Potentiating Novel Engineered Cellular Therapies for Solid Tumors
Marcela V. Maus, MD, PhD
In preliminary data from the first-in-human clinical trial of CART-EGFRvIII in patients with recurrent GBM expressing EGFRvIII, Dr. Maus’ group found that infusion of CART-EGFRvIII cells is safe, without evidence of off-tumor toxicity such as cross-reactivity to wild type EGFR. Although they observed trafficking of CAR T cells into the brain tumor, and loss of EGFRvIII expression, they noted that residual tumor retained high levels of expression of EGFR (wild-type and other non-EGFRvIII mutations), and that there was a large influx of new T cell immigrants which were not CAR T cells, and could in fact be part of the immunosuppressive microenvironment observed in GBM. Thus, Dr. Maus has set out to design next-generation CAR T cells to address these two findings. They have been designing and testing CART-EGFRvIII cells that include a second transgene that enables them to target wild-type EGFR in situ, or to reverse the inhibitory tumor microenvironment.

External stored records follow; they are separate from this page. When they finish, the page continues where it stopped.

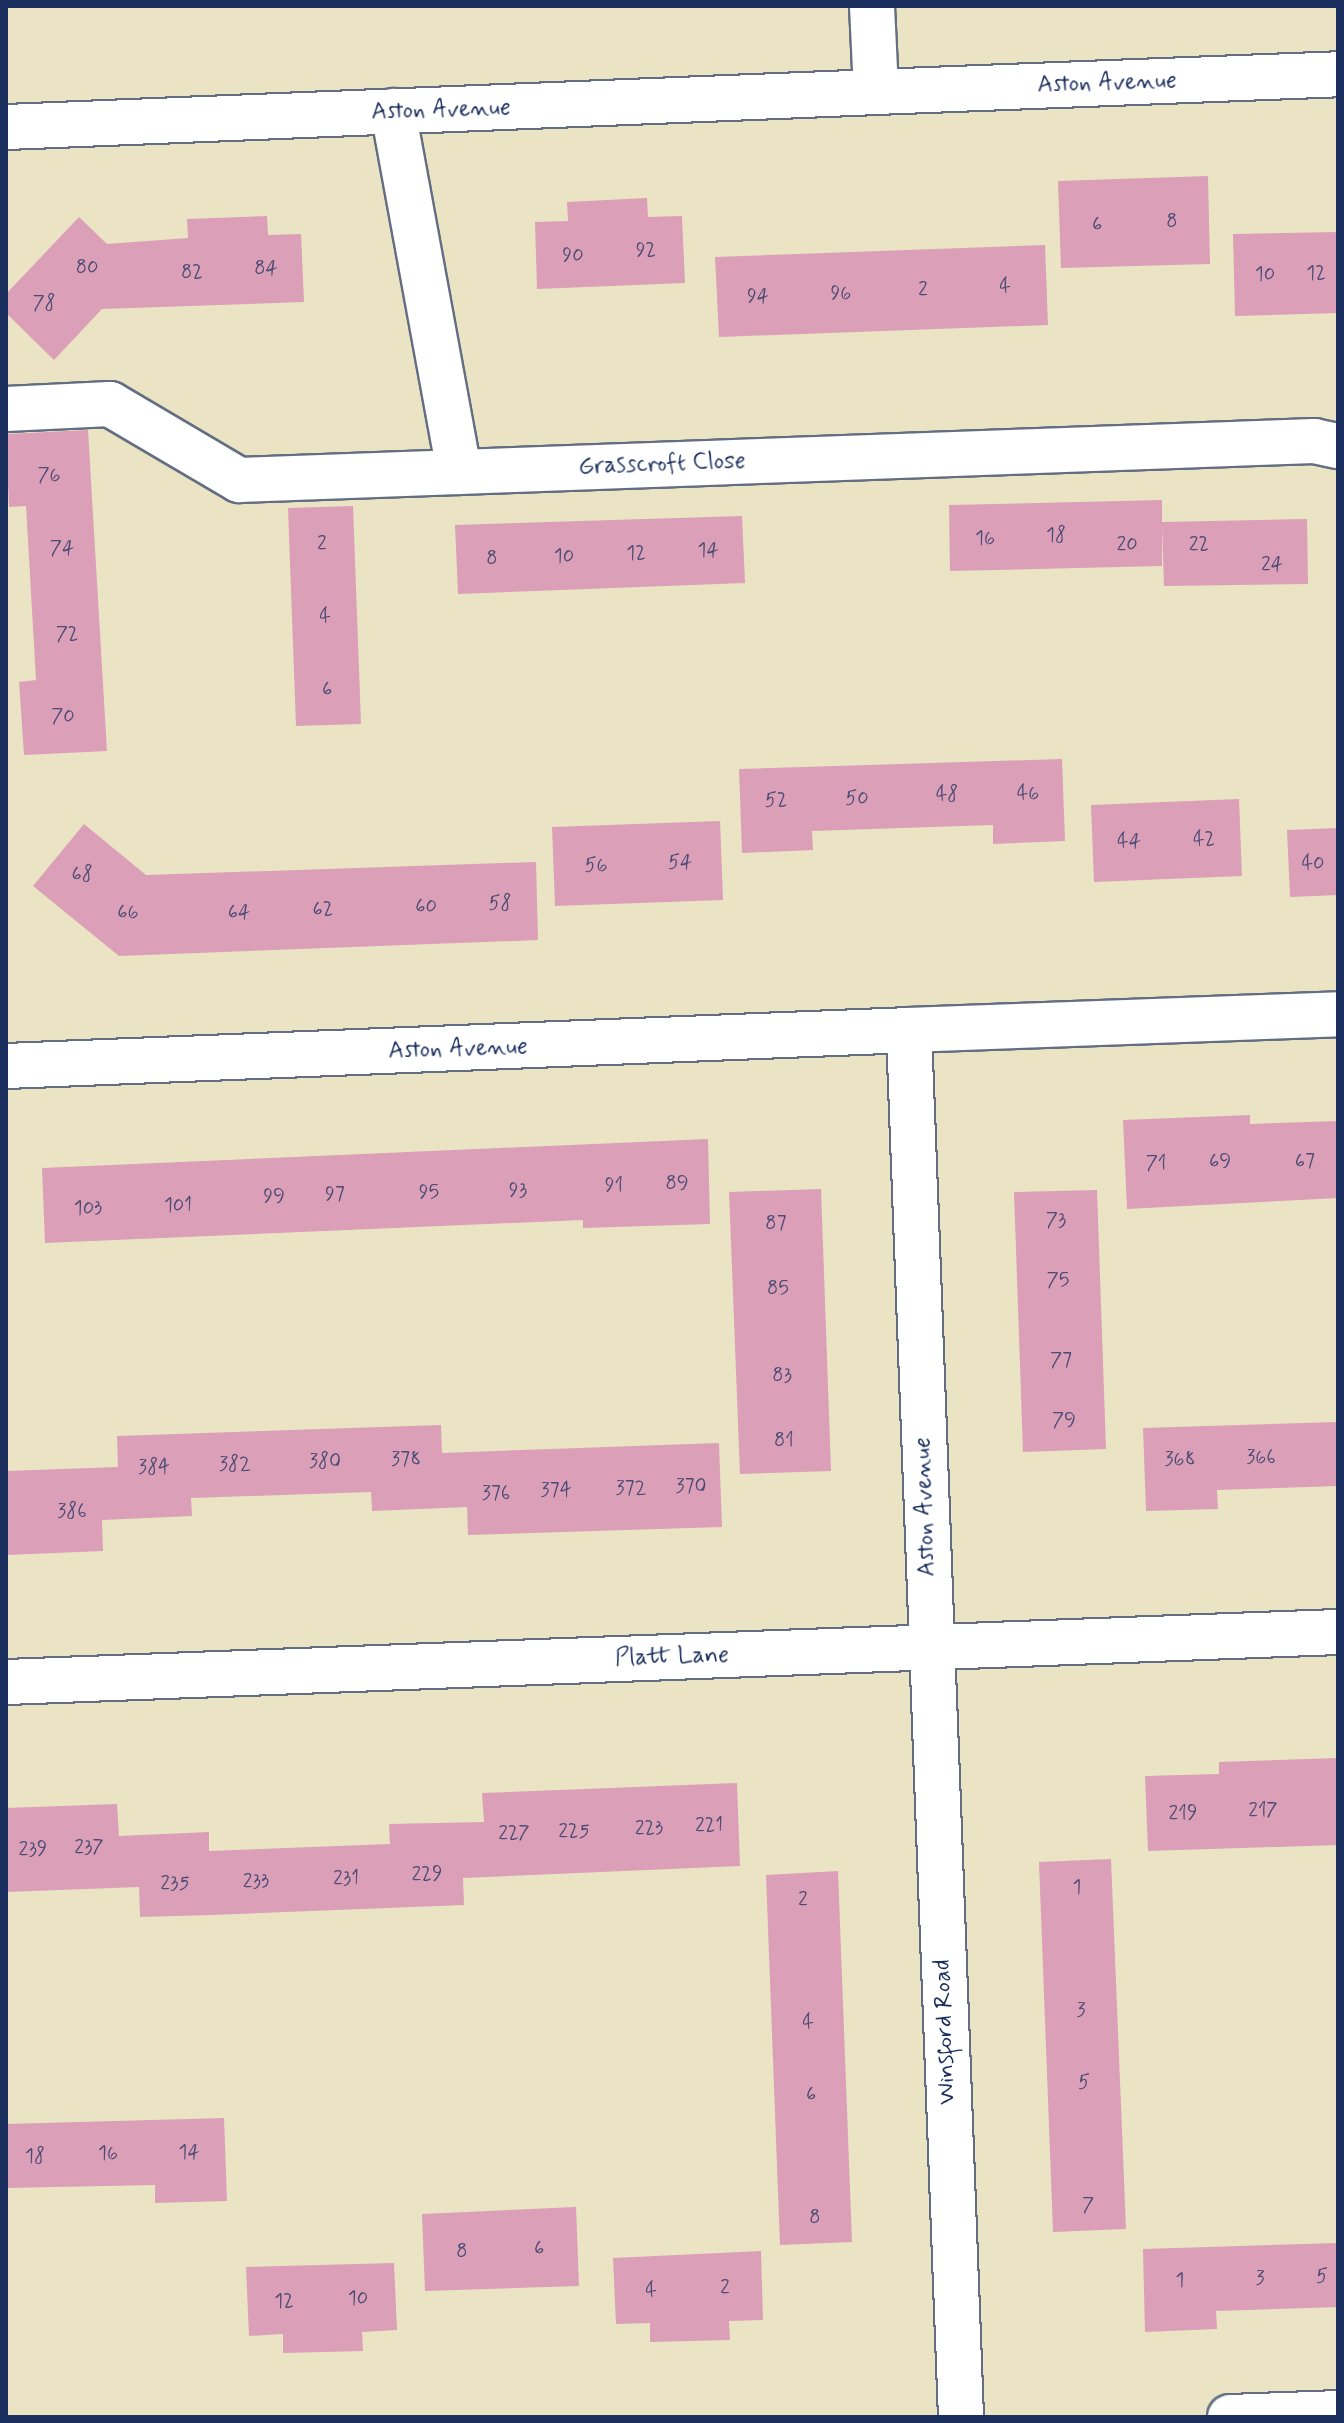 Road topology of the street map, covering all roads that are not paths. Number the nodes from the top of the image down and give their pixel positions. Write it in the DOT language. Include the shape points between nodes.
graph roads {
  1 [pos="872,6"];
  2 [pos="1338,74"];
  3 [pos="876,92"];
  4 [pos="393,111"];
  5 [pos="6,127"];
  6 [pos="6,409"];
  7 [pos="1338,446"];
  8 [pos="459,472"];
  9 [pos="1338,1014"];
  10 [pos="909,1030"];
  11 [pos="6,1066"];
  12 [pos="1338,1632"];
  13 [pos="930,1648"];
  14 [pos="6,1682"];
  15 [pos="1338,2413"];
  16 [pos="961,2417"];
  17 [pos="1230,2417"];
  1 -- 3 [label="street"];
  2 -- 3 [label="street, Aston Avenue"];
  3 -- 4 [label="street, Aston Avenue"];
  4 -- 5 [label="street, Aston Avenue"];
  4 -- 8 [label="street"];
  6 -- 8 [label="street, Grasscroft Close" via="110,404 239,480"];
  7 -- 8 [label="street, Grasscroft Close" via="1298,441"];
  9 -- 10 [label="street, Aston Avenue"];
  10 -- 11 [label="street, Aston Avenue"];
  10 -- 13 [label="street, Aston Avenue"];
  12 -- 13 [label="street, Platt Lane"];
  13 -- 14 [label="street, Platt Lane"];
  13 -- 16 [label="street, Winsford Road"];
  15 -- 17 [label="street"];
}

Dr. Maus is board-certified in Internal Medicine, Medical Oncology and in Hematology, with particular clinical training in melanoma, myeloma, and bone marrow transplant. She is the Director of Cellular Immunotherapy at the Massachusetts General Hospital Cancer Center and an Attending Physician in the Bone Marrow Transplant and Cell Therapy division of Oncology at the Massachusetts General Hospital. She is an Assistant Professor at Harvard Medical School, an Associate Member of the Broad Institute of Harvard and MIT, and an Associate Member of the Ragon Institute of MGH, MIT, and Harvard.
Dr. Maus co-chairs 2nd NCI Workshop on cell-based immunotherapy for solid tumors.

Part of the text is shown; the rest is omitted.